Readers unfamiliar with Turkey may even enjoy their first read through more than I did. As it was, I was distracted by my constant scanning for parts of the allegory, anxious not to overlook the key that would unlock “The Meaning Of Turkey”. What did Hayri’s first and second wives correspond to? Was the Great Man in the restaurant Ataturk?
“Regulating time” certainly has had a place in Turkey’s modernisation history and is a ripe target. After all, Tanpınar was born in 1319, by the Hijri calendar, and died in 1962, by the Gregorian calendar. But it would be “Tanpınarian” of us to recall that many of Turkey’s most famous clock towers were built during the reign of late sultans, in particular, Abdülhamid II.
And having read Freely and Dawe’s translators’ note to The Time Regulation Institute, one gets the sense that Tanpınar was out to defend something just as ephemeral and abstract, but even more precious to him than time itself.
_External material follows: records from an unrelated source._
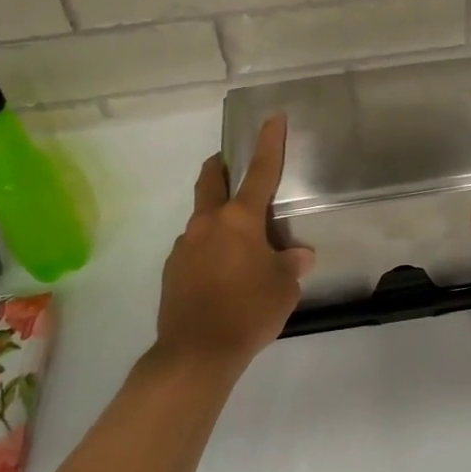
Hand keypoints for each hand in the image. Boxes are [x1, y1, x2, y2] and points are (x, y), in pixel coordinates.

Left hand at [157, 115, 313, 374]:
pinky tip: (222, 275)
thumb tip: (298, 255)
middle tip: (233, 164)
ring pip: (203, 217)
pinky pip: (194, 247)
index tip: (272, 117)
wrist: (195, 354)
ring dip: (219, 218)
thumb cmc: (249, 312)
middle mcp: (208, 223)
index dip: (269, 141)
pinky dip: (209, 248)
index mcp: (240, 219)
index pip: (259, 170)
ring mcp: (185, 245)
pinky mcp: (172, 269)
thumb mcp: (283, 288)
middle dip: (222, 165)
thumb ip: (291, 264)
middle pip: (212, 179)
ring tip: (240, 247)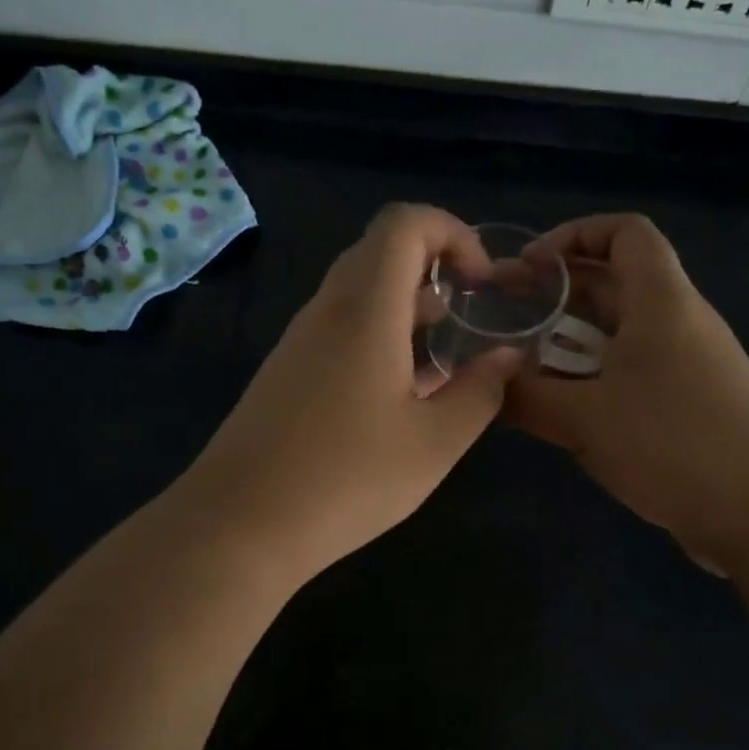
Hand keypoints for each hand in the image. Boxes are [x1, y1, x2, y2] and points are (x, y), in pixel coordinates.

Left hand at [178, 204, 521, 582]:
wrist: (240, 525)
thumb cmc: (348, 479)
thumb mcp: (434, 442)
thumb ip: (481, 392)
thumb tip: (509, 356)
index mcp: (365, 308)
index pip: (405, 224)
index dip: (453, 233)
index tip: (483, 282)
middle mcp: (326, 310)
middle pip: (380, 252)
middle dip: (434, 268)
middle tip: (469, 313)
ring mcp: (299, 342)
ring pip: (358, 295)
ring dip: (406, 308)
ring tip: (444, 356)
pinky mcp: (284, 374)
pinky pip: (338, 331)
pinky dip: (378, 339)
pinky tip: (399, 396)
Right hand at [505, 214, 748, 570]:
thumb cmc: (673, 444)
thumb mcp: (584, 419)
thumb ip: (527, 396)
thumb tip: (489, 380)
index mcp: (661, 302)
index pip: (625, 233)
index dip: (574, 236)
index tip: (528, 268)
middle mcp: (679, 322)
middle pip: (616, 283)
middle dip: (558, 293)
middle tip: (504, 316)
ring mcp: (689, 366)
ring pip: (622, 334)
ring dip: (571, 343)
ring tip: (522, 368)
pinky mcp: (692, 405)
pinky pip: (633, 374)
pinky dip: (594, 380)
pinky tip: (564, 412)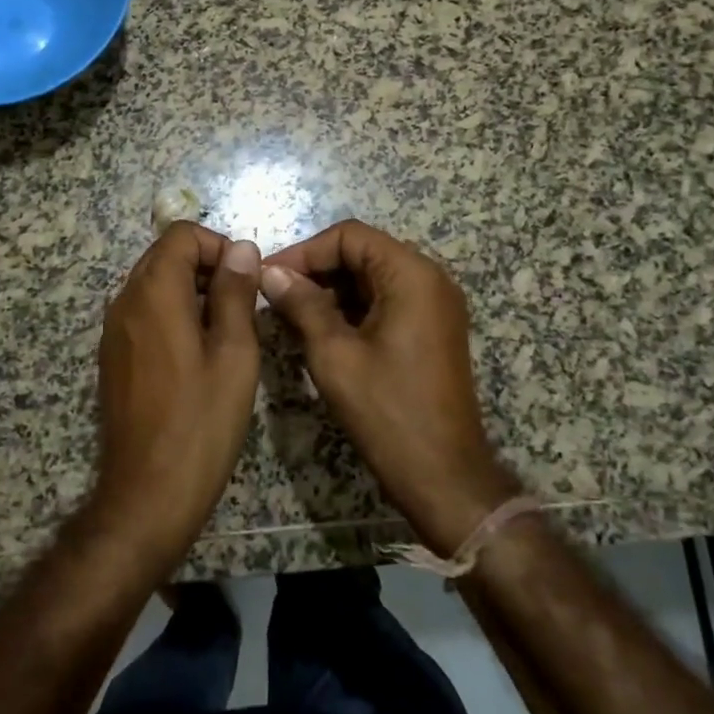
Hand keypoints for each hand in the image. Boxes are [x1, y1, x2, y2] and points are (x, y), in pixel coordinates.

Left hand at [89, 222, 262, 573]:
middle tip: (243, 305)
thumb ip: (236, 293)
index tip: (247, 280)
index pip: (181, 234)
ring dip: (192, 291)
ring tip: (226, 331)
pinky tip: (199, 354)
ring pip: (154, 284)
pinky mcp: (113, 356)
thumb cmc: (201, 421)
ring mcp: (114, 330)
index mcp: (153, 293)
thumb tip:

Because whatever Atatürk did to Turkish clocks, it was nothing compared to what he did to the Turkish language.
And though Tanpınar did speak out against the language reforms (while supporting the rest of the republican project), he knew he had to veil his sharpest criticisms.
“I think this is a perfect Turkish allegorical shaggy dog – with a point.” Freely said. “It can suggest so many different things … It’s a cat and mouse kind of allegory. Tanpınar is a tease. But you have to be a tease in a place where you can go to jail for your words.”
Caleb Lauer is a Canadian journalist working in Istanbul.